Adyen’s business is solely focused on providing back-end payments services, like credit card processing, to businesses, so you won’t see any Adyen payment buttons pop up on eBay. But Adyen will become the primary payments processor for eBay sites across the world.

A brief history

Peter Thiel co-founded PayPal in 1999, and served as CEO until its sale to eBay in 2002 for $1.5 billion.

Soon after it was acquired, PayPal became eBay’s main payments provider.
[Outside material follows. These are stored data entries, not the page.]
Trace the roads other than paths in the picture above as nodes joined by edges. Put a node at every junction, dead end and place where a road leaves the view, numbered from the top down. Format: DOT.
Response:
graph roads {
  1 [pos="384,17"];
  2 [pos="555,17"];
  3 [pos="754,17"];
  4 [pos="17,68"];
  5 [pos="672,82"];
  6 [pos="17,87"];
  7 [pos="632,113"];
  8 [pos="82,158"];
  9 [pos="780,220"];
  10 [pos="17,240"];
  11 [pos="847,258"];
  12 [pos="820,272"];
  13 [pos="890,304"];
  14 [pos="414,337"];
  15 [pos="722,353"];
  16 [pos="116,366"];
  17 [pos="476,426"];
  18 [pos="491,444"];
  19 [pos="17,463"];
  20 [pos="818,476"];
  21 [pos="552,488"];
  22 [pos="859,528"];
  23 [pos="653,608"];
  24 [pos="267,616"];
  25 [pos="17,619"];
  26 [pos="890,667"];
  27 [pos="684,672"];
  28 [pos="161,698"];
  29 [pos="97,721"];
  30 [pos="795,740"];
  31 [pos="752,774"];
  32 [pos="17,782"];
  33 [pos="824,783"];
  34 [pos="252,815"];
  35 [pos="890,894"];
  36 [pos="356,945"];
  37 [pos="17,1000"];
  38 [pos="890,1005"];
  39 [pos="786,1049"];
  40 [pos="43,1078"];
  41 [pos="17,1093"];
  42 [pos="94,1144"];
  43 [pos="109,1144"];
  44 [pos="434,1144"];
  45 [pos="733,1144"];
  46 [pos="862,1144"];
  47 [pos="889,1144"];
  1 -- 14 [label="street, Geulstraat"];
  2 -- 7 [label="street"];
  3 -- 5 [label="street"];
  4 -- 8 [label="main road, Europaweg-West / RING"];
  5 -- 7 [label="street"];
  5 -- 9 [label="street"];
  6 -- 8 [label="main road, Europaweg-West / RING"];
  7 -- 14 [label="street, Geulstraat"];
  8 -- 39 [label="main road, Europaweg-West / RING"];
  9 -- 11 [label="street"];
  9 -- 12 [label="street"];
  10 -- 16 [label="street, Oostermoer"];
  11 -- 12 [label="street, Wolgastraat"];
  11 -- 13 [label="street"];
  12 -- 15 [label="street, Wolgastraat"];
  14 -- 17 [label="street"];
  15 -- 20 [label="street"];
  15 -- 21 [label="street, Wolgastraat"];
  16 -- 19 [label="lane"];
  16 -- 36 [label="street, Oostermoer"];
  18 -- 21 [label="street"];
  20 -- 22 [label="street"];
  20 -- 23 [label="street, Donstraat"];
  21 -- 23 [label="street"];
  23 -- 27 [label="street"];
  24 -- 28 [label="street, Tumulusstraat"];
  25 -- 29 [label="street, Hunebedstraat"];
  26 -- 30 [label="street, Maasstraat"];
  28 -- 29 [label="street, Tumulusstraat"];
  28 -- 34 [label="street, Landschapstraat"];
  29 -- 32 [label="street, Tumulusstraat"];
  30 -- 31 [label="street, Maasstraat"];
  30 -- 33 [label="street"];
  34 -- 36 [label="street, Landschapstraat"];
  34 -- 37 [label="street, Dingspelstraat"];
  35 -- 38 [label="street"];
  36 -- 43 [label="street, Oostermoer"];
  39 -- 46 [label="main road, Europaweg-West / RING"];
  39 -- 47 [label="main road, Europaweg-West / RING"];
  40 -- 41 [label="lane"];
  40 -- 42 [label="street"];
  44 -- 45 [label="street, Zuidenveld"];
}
The companies split into separate public companies in July 2015, signing a five-year operating agreement to keep a close relationship through mid-2020.

When the company announced plans for the split in 2014, eBay accounted for more than 30 percent of PayPal’s revenue and more than 50 percent of its profits, the combined company said at the time.

Today, eBay accounts for 13 percent of PayPal’s total payments volume, according to company filings, CNBC reported. But that revenue sector has grown at an average rate of just 4 percent during the last 10 quarters — compared with an average growth rate of 23 percent for the rest of the business, Rainey said.

PayPal is valued at $102 billion today and eBay is worth $42 billion. Adyen was last valued at $2.3 billion following an investment round led by Iconiq Capital. There are rumors of Ayden planning to go public.

PayPal charges eBay sellers for its payment service. PayPal being out of the picture will allow eBay to start charging eBay sellers instead.

“EBay was restricted for a period of time from having another payment service,” Rainey said. “At the same time, we were restricted from going out and partnering with some of their competitors — some of the largest and fastest-growing marketplaces in the world.”

That restrictive deal was always supposed to end, Rainey said, allowing eBay to partner with Adyen — and letting PayPal explore partnerships with other companies.

Distancing from eBay is “the best possible outcome for PayPal,” CEO Daniel Schulman said on the PayPal earnings call Wednesday.

“We feel good about where all this has come out. We’ve looked at it very, very carefully. It’s always been in our plans, and we feel good now that we have certainty on the direction that we’re going,” he said.

Adyen supports more than 200 payment methods across the world, eBay said in a blog post announcing the news. Recode reported:

For Adyen, the eBay deal is a huge win for a company of its size; Adyen registered net revenue of $178 million in 2016 compared to nearly $11 billion for PayPal.

One would assume, then, that there’s a good chance that eBay is taking an equity stake in Adyen alongside the commercial agreement so it can benefit from the upside this will create. For now, the company isn’t saying if that’s the case. It’s fair to wonder if Adyen had to make any financial concessions to win the business of a platform of eBay’s size.”